Taiwan: my tummy loves it

The first week of May in Japan consists of a series of holidays lumped together called Golden Week that effectively give everybody the week off. We've decided to spend our Golden Week in Taipei, Taiwan. It's been a while since we've been dumped into a country were we've had zero language ability. I think I'm physically incapable of controlling the tone of my voice. If anyone's witnessed the horror of me playing the Rock Band video game on vocals, you'd know I fail even the easy level. Thus, tonal languages are not for me. Thankfully transportation has been ridiculously easy thus far. The subway is very simple, and, unlike Tokyo, the maps are always bilingual. Weirdly enough our travel agent booked us at a hotel catered to Japanese cliental, but I guess it's nice to have everything in a language we can sort of read instead of one we can't read at all.

So far, we've been EATING. Taiwan is incredibly vegetarian friendly. This afternoon we planned to have lunch a fancy veggie buffet but our map was wrong. Once we had given up and started to search for a different place to eat we actually passed a tiny dive of a vegetarian shop. This has never happened when we've traveled before. Thankfully we've memorized the characters for vegetarian restaurant. As we stood looking confused at the menu painted on the wall, a woman came up and spoke nearly perfect English and offered to help us order. Greg ended up with a veggie beef bowl and I had some sesame noodles. Our massive meals were only about a $1.50 each. That's another thing I'm loving about this place; it's so cheap. I've heard it's expensive compared to most of Asia but compared to Japan I feel positively rich here. I bought a giant cup of tea for $1 and used my new favorite food selection method of smiling and pointing randomly at the menu. It's worked great so far.
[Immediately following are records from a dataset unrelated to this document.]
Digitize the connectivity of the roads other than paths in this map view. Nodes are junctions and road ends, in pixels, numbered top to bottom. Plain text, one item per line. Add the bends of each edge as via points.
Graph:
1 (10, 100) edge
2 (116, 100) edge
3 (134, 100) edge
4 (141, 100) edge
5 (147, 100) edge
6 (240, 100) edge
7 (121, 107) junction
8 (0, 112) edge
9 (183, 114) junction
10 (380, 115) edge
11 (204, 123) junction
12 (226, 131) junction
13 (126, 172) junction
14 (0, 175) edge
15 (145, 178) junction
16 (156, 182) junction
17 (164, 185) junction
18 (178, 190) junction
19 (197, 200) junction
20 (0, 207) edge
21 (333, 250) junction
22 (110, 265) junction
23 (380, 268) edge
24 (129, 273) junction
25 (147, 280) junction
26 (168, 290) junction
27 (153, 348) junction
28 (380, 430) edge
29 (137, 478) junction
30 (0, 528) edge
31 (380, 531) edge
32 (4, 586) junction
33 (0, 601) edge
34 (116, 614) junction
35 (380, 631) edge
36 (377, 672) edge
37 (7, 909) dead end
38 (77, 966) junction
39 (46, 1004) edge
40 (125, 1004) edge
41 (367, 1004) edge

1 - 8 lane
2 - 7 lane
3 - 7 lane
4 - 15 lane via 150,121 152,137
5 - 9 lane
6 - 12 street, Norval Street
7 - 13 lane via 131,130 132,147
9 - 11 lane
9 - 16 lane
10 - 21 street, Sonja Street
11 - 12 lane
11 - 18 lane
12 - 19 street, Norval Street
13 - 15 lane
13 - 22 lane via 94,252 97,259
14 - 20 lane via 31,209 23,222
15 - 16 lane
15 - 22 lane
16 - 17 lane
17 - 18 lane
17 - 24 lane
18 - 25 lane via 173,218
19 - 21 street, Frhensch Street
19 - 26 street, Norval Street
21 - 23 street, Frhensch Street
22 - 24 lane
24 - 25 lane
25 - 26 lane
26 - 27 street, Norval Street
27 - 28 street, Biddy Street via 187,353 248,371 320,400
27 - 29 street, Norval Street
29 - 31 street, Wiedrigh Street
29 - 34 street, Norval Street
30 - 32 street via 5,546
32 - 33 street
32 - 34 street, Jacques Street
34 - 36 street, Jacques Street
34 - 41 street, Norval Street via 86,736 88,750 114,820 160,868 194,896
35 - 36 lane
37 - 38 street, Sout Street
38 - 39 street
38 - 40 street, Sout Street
After lunch we went to the Miniatures Museum of Taiwan, which basically consisted of many impressive dollhouse scenes. Weirdly enough, most of them seemed to have been built by bored mid western Americans. Here's a tiny playroom:
There was one that looked like a crazy cat house, complete with litter box using kitties:

After that we hit up an electronics market and then we went to Taipei 101, the former tallest building in the world. The world's fastest elevator shot us up to the 91st floor in 37 seconds flat. The weather wasn't great, so here's the best shot I could get:

Visibility decreased rapidly beyond that point. You also get to see the Super Big Wind Damper that keeps the building from tipping over. Yes, that's the official title.

Then we headed to a vegan hot pot place and ordered entirely too much food. The concerned and friendly English speaking waiter had to walk us through what to do because we are useless foreigners. I went with the super spicy Szechwan pot and although my mouth was on fire it was divine.

Other observations thus far:
  • The smells are intense. Japan never really smells like anything but walking down the street here it goes from intensely horrible to intensely awesome and back again every few seconds
  • Traffic is insane. There is not an inch of sidewalk without a scooter parked on it. We've nearly gotten hit a few times and we already witnessed an accident.
  • I've seen a few stray dogs but it's weirdly not depressing. They're really friendly and well fed so I think street vendors look out for them.